#### PROBLEM TO WORK ON:
Determine the number of lines in the data below that hold "above"; give nothing but that number.

#### MATERIAL PROVIDED:
☆ ☆ ☆ ☆

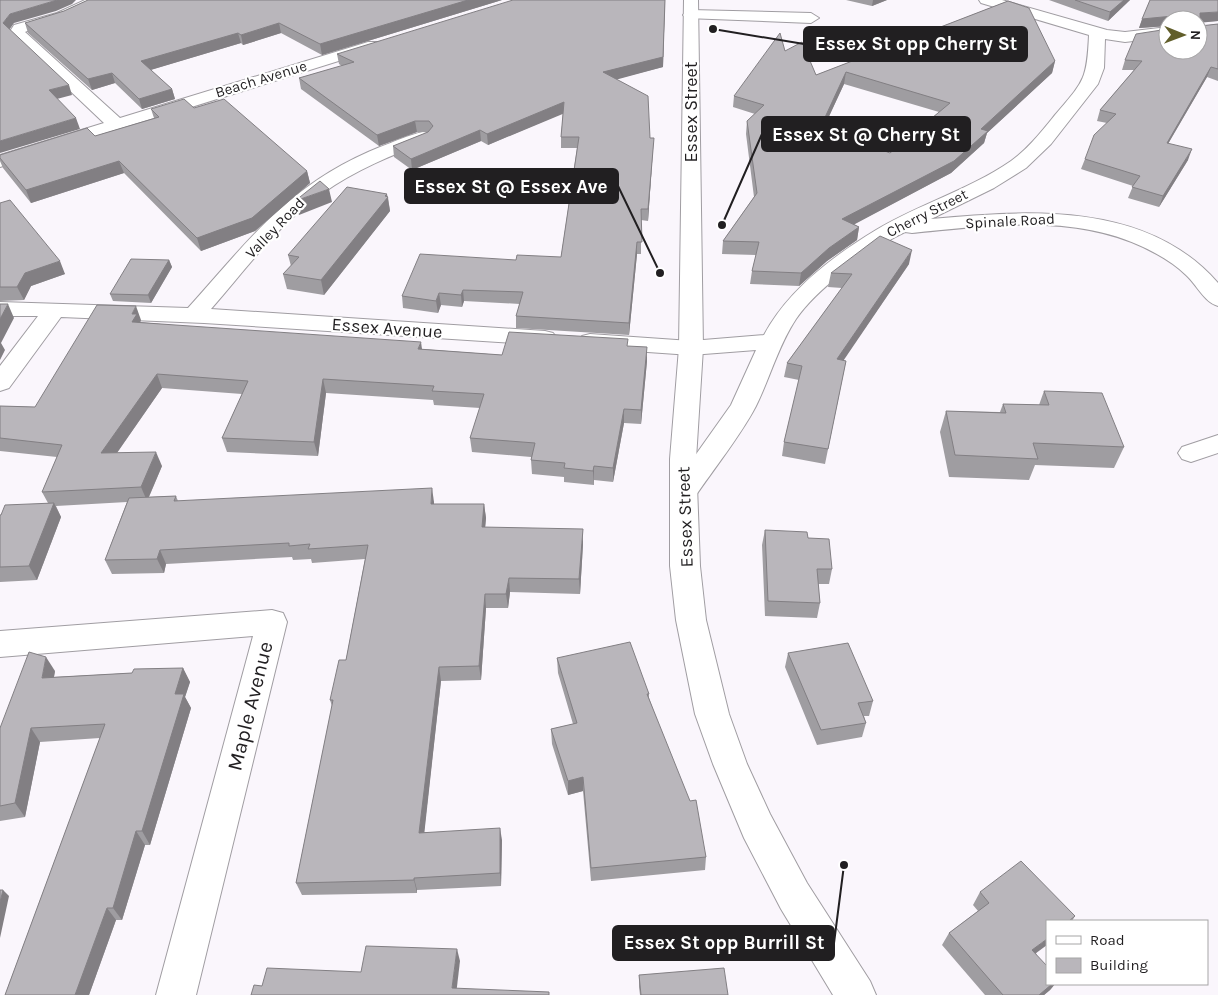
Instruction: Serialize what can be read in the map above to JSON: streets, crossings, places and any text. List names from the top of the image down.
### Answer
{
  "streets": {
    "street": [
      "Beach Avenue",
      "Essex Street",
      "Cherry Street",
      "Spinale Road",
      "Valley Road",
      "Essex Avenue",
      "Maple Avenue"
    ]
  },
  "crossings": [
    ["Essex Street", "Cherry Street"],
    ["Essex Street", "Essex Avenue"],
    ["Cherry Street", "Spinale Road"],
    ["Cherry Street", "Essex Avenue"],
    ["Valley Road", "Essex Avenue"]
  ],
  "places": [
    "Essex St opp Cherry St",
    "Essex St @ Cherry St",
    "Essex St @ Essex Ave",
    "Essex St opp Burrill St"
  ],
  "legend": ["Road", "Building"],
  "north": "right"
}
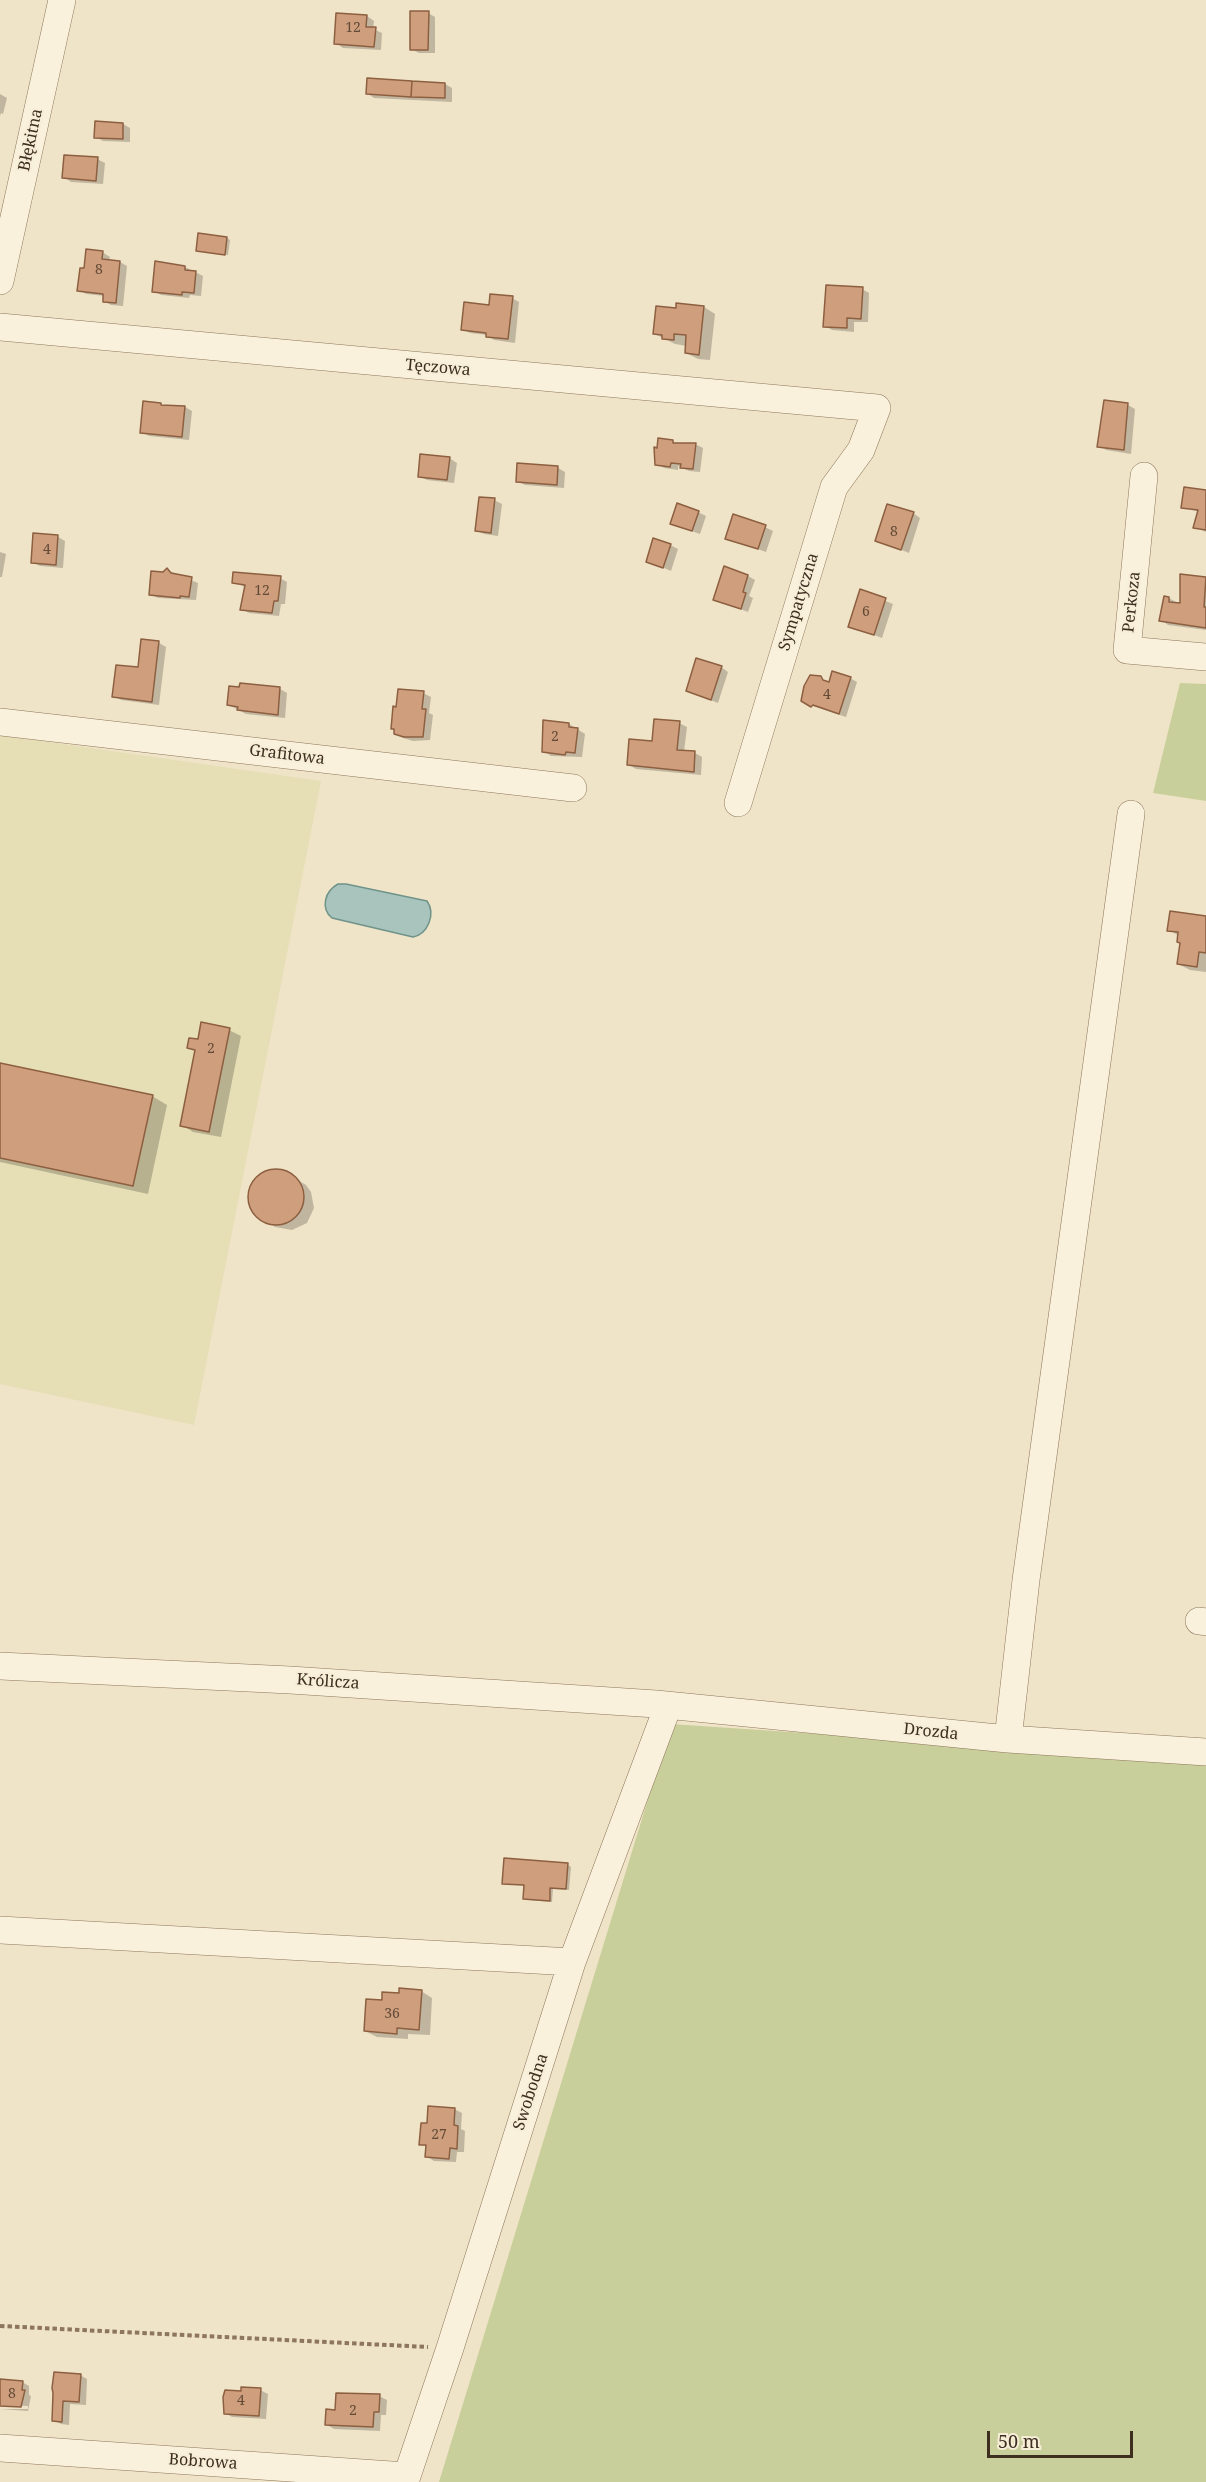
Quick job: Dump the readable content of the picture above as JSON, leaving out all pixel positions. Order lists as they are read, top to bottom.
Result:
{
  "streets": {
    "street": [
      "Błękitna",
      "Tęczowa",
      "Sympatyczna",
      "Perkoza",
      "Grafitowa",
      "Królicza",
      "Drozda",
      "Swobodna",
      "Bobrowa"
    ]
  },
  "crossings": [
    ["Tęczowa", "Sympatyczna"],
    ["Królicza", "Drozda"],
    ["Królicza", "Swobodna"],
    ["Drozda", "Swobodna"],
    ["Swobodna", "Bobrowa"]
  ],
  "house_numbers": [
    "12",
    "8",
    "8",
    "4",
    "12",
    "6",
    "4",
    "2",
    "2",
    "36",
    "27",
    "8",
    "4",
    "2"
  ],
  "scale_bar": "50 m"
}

☆ ☆ ☆ ☆

#### REPLY TO THE TASK:
2